## Action item:
In the entries that follow, the first line to write out is the one containing "cairo_set_source_rgb(ctx, r /", and the last is the one containing "cairo_surface_destroy(image);". Reproduce that stretch exactly, with nothing before or after it.

## Input data:
------------------------------------------------------------------------
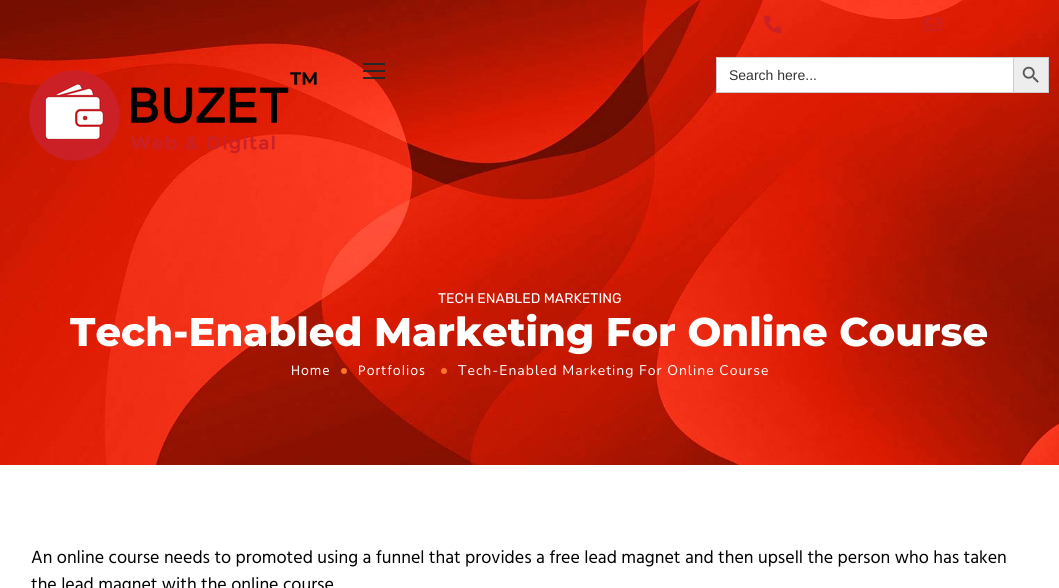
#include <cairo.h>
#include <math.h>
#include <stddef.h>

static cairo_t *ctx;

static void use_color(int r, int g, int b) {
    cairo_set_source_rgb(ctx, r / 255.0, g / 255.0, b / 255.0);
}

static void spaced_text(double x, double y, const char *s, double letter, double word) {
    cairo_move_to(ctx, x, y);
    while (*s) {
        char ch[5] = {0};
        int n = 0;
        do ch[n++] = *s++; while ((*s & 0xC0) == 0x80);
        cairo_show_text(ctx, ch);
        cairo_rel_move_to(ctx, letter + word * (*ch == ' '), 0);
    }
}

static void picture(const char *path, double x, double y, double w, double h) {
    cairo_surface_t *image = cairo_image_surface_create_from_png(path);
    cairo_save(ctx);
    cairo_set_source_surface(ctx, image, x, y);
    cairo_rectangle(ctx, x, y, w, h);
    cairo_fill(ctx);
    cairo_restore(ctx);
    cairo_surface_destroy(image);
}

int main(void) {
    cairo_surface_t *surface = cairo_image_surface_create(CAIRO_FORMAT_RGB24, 1059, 588);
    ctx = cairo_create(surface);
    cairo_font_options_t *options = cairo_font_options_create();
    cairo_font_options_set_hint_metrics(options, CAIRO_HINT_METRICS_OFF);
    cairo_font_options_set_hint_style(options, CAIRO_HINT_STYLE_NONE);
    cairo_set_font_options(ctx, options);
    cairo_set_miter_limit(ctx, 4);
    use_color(255, 255, 255);
    cairo_paint(ctx);
    picture("img5.png", 0, 0, 1059, 465);
    picture("img1.png", 764, 15, 18, 19);
    picture("img2.png", 923, 17, 18, 14);
    picture("img3.png", 29, 70, 288, 91);
    use_color(39, 39, 39);
    cairo_rectangle(ctx, 363, 70, 22, 2);
    cairo_fill(ctx);
    cairo_rectangle(ctx, 363, 63, 22, 2);
    cairo_fill(ctx);
    cairo_rectangle(ctx, 363, 77, 22, 2);
    cairo_fill(ctx);
    use_color(255, 255, 255);
    cairo_rectangle(ctx, 717, 58, 296, 34);
    cairo_fill(ctx);
    use_color(204, 204, 204);
    cairo_rectangle(ctx, 716, 57, 297, 1);
    cairo_fill(ctx);
    cairo_rectangle(ctx, 716, 92, 297, 1);
    cairo_fill(ctx);
    cairo_rectangle(ctx, 716, 57, 1, 36);
    cairo_fill(ctx);
    cairo_select_font_face(ctx, "Liberation Sans", CAIRO_FONT_SLANT_NORMAL, CAIRO_FONT_WEIGHT_NORMAL);
    cairo_set_font_size(ctx, 14);
    use_color(51, 51, 51);
    cairo_move_to(ctx, 729, 80);
    cairo_show_text(ctx, "Search here...");
    use_color(237, 237, 237);
    cairo_rectangle(ctx, 1013.5, 57.5, 35, 35);
    cairo_fill_preserve(ctx);
    use_color(204, 204, 204);
    cairo_set_line_width(ctx, 1);
    cairo_stroke(ctx);
    picture("img4.png", 1022, 66, 17, 17);
    cairo_select_font_face(ctx, "Rubik Light", CAIRO_FONT_SLANT_NORMAL, CAIRO_FONT_WEIGHT_NORMAL);
    use_color(255, 255, 255);
    cairo_move_to(ctx, 438, 303);
    cairo_show_text(ctx, "TECH ENABLED MARKETING");
    cairo_select_font_face(ctx, "Montserrat ExtraBold", CAIRO_FONT_SLANT_NORMAL, CAIRO_FONT_WEIGHT_NORMAL);
    cairo_set_font_size(ctx, 40);
    cairo_move_to(ctx, 70, 346);
    cairo_show_text(ctx, "Tech-Enabled Marketing For Online Course");
    cairo_select_font_face(ctx, "Hind", CAIRO_FONT_SLANT_NORMAL, CAIRO_FONT_WEIGHT_NORMAL);
    cairo_set_font_size(ctx, 14);
    spaced_text(291, 375, "Home", 1, 0);
    use_color(255, 116, 38);
    cairo_new_path(ctx);
    cairo_arc(ctx, 344, 371, 3, 0, 2 * M_PI);
    cairo_fill(ctx);
    use_color(255, 255, 255);
    spaced_text(358, 375, "Portfolios", 1, 0);
    use_color(255, 116, 38);
    cairo_new_path(ctx);
    cairo_arc(ctx, 444, 371, 3, 0, 2 * M_PI);
    cairo_fill(ctx);
    cairo_select_font_face(ctx, "Nunito ExtraLight", CAIRO_FONT_SLANT_NORMAL, CAIRO_FONT_WEIGHT_NORMAL);
    use_color(255, 255, 255);
    spaced_text(458, 375, "Tech-Enabled Marketing For Online Course", 1, 0);
    cairo_select_font_face(ctx, "Hind", CAIRO_FONT_SLANT_NORMAL, CAIRO_FONT_WEIGHT_NORMAL);
    cairo_set_font_size(ctx, 18);
    use_color(0, 0, 0);
    cairo_move_to(ctx, 31, 563);
    cairo_show_text(ctx, "An online course needs to promoted using a funnel that provides a free lead magnet and then upsell the person who has taken");
    cairo_move_to(ctx, 31, 590);
    cairo_show_text(ctx, "the lead magnet with the online course");
    cairo_surface_write_to_png(surface, "result.png");
    cairo_font_options_destroy(options);
    cairo_destroy(ctx);
    cairo_surface_destroy(surface);
    return 0;
}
------------------------------------------------------------------------
## Solution:
    cairo_set_source_rgb(ctx, r / 255.0, g / 255.0, b / 255.0);
}

static void spaced_text(double x, double y, const char *s, double letter, double word) {
    cairo_move_to(ctx, x, y);
    while (*s) {
        char ch[5] = {0};
        int n = 0;
        do ch[n++] = *s++; while ((*s & 0xC0) == 0x80);
        cairo_show_text(ctx, ch);
        cairo_rel_move_to(ctx, letter + word * (*ch == ' '), 0);
    }
}

static void picture(const char *path, double x, double y, double w, double h) {
    cairo_surface_t *image = cairo_image_surface_create_from_png(path);
    cairo_save(ctx);
    cairo_set_source_surface(ctx, image, x, y);
    cairo_rectangle(ctx, x, y, w, h);
    cairo_fill(ctx);
    cairo_restore(ctx);
    cairo_surface_destroy(image);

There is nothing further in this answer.